We've clearly lost the manual on how to be best friends.

Usually, this kind of stress makes time slow down to a crawl, but somehow, when I arrive at Vee's house, I leave it all behind Vee's front door as she pulls my shirt inside. I don't even remember making my way here in the first place and I don't care, because her lips are all over my face now as she pins me against the now closed door.

"Wow. Nice to see you too." I hold her narrow waist, pulling her closer to me as we continue to kiss. Our legs are a tangled mess of limbs as she drags me backwards to the sofa until we finally trip and fall on it together, knocking away her ever-present bowl of cereal and making a mess across the living room carpet. Veronica doesn't seem to care, though. She's too busy laying on top of me and gazing into my eyes.

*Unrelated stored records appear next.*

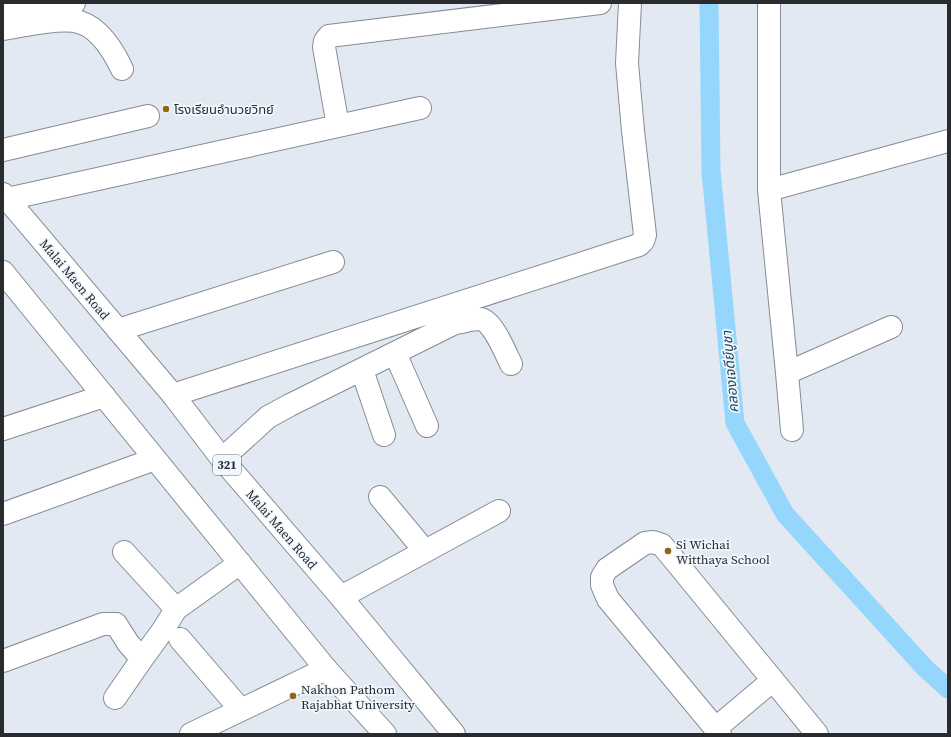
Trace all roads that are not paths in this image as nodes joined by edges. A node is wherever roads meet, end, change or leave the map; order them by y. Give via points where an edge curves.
1 (74, 3) edge
2 (600, 3) edge
3 (630, 3) edge
4 (769, 3) edge
5 (3, 11) edge
6 (3, 29) edge
7 (122, 69) dead end
8 (420, 108) dead end
9 (148, 116) dead end
10 (338, 126) junction
11 (948, 141) edge
12 (3, 150) edge
13 (769, 190) junction
14 (5, 196) edge
15 (333, 262) dead end
16 (5, 278) edge
17 (891, 327) dead end
18 (118, 330) junction
19 (395, 353) junction
20 (511, 364) dead end
21 (362, 370) junction
22 (787, 373) junction
23 (172, 394) junction
24 (104, 396) junction
25 (428, 426) dead end
26 (3, 429) edge
27 (792, 430) dead end
28 (384, 434) dead end
29 (155, 459) junction
30 (222, 459) junction
31 (380, 497) dead end
32 (499, 511) dead end
33 (3, 514) edge
34 (425, 551) junction
35 (124, 552) dead end
36 (240, 563) junction
37 (341, 597) junction
38 (176, 609) junction
39 (180, 639) dead end
40 (142, 659) junction
41 (3, 661) edge
42 (326, 669) junction
43 (773, 680) junction
44 (115, 698) dead end
45 (241, 710) junction
46 (718, 732) edge
47 (191, 734) edge
48 (385, 734) edge
49 (454, 734) edge
50 (817, 734) edge

1 - 5 main road
2 - 10 main road via 329,36 324,47
3 - 23 main road via 627,63 645,235 639,245
4 - 13 main road
6 - 7 main road via 74,21 90,27 105,41
8 - 10 main road
9 - 12 main road
10 - 14 main road
11 - 13 main road
13 - 22 main road
14 - 18 main road, Malai Maen Road / 321
15 - 18 main road
16 - 24 main road
17 - 22 main road
18 - 23 main road, Malai Maen Road / 321
19 - 20 main road via 455,323 481,319 488,322
19 - 21 main road
19 - 25 main road
21 - 28 main road
21 - 30 main road via 268,417
22 - 27 main road
23 - 30 main road, Malai Maen Road / 321
24 - 26 main road
24 - 29 main road
29 - 33 main road
29 - 36 main road
30 - 37 main road, Malai Maen Road / 321
31 - 34 main road
32 - 34 main road
34 - 37 main road
35 - 38 main road
36 - 38 main road
36 - 42 main road
37 - 49 main road, Malai Maen Road / 321
38 - 40 main road
39 - 45 main road
40 - 41 main road via 116,624 109,623
40 - 44 main road
42 - 45 main road
42 - 48 main road
43 - 46 main road
43 - 46 main road via 662,545 645,543 607,569 602,577 602,585 608,599
43 - 50 main road
45 - 47 main road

Her voice is a whisper as she rubs her nose against mine. "I don't know why, but I really missed you."

It might have to do with the fact that we've been spending every day together lately, but I don't say this out loud. Instead I kiss her nose and say, "I missed you, too."

"I think it's because of this camp thing of yours. It'll be a bummer to have to spend a full weekend without my handsome boyfriend around," she says, undoing my shirt buttons and sliding her hand across my chest. My mind is too busy right now picking up on the signals and piece together where this is probably headed. I'm a mess of desire and longing, so I don't focus on important things, like maybe stopping this now before it's all too late. And now Vee is freaking biting my neck, sending electric jolts through my body and back up to my head, destroying every chance I had of thinking straight. The only chance I have of stopping this is to embarrass her somehow, so my hesitant hands cop a feel of her not-skinny-at-all butt.

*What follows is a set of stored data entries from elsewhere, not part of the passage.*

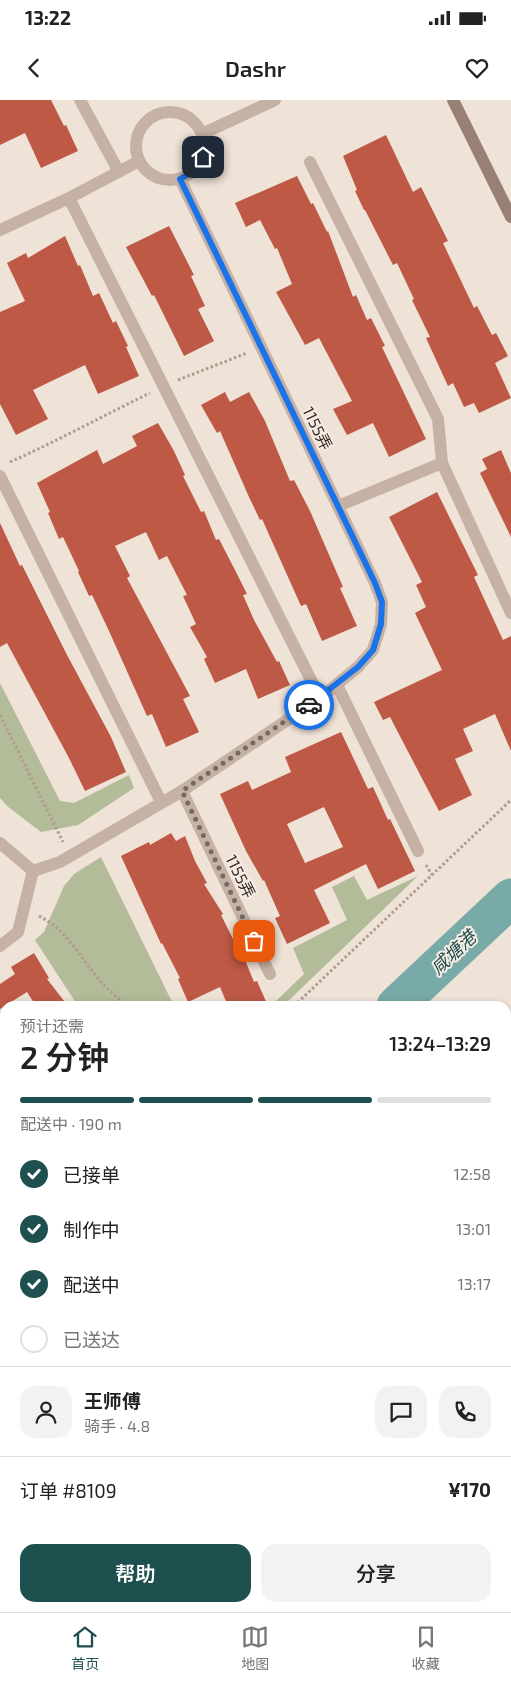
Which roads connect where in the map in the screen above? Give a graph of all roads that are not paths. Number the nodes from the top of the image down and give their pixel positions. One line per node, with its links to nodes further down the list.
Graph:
1 (80, 100): 7 (street)
2 (275, 100): 4 (street)
3 (453, 100): 10 (main road)
4 (202, 134): 5 (street); 8 (street)
5 (139, 161): 7 (street); 8 (street)
6 (310, 162): 12 (street)
7 (119, 172): 9 (street)
8 (180, 179): 14 (street, 1155弄)
9 (69, 198): 11 (street); 17 (street)
10 (511, 217)
11 (0, 230)
12 (442, 462): 14 (street); 15 (street)
13 (0, 476): 19 (street)
14 (338, 506): 16 (street, 1155弄)
15 (511, 612)
16 (337, 685): 17 (street, 1155弄); 21 (street)
17 (320, 698): 18 (street, 1155弄)
18 (182, 791): 19 (street, 1155弄); 24 (street, 1155弄)
19 (161, 802): 22 (street, 1155弄)
20 (0, 842): 22 (street)
21 (418, 851)
22 (34, 871): 23 (street)
23 (0, 946)
24 (270, 974)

But instead of bringing her to her senses, the gesture produces a lusty, obscene moan that hits me right in my ear and then heads south below my belt buckle. The last of my good sense takes off, jumps out of the window, and breaks its neck upon landing.

Don't get me wrong: After a year and almost seven months of nuzzling, cuddling and kissing, this should be the obvious next step, but let's not forget one little detail here: I SHOULD BE TELLING HER ABOUT MAPLE HEIGHTS!

But even I can see that now is not the right time.

So instead, I try turning us around, so I can be on top, and hopefully, in charge of the situation, but the sofa is too narrow to do it smoothly, so it's more like we are wrestling for space. I inch closer to the edge to give her room to turn around, and in doing so, end up falling off the sofa, the carpet beneath not really cushioning me at all.

Vee bursts out laughing. She props herself on her elbows, looking down at me from her spot on the sofa. "Are you okay, honey?"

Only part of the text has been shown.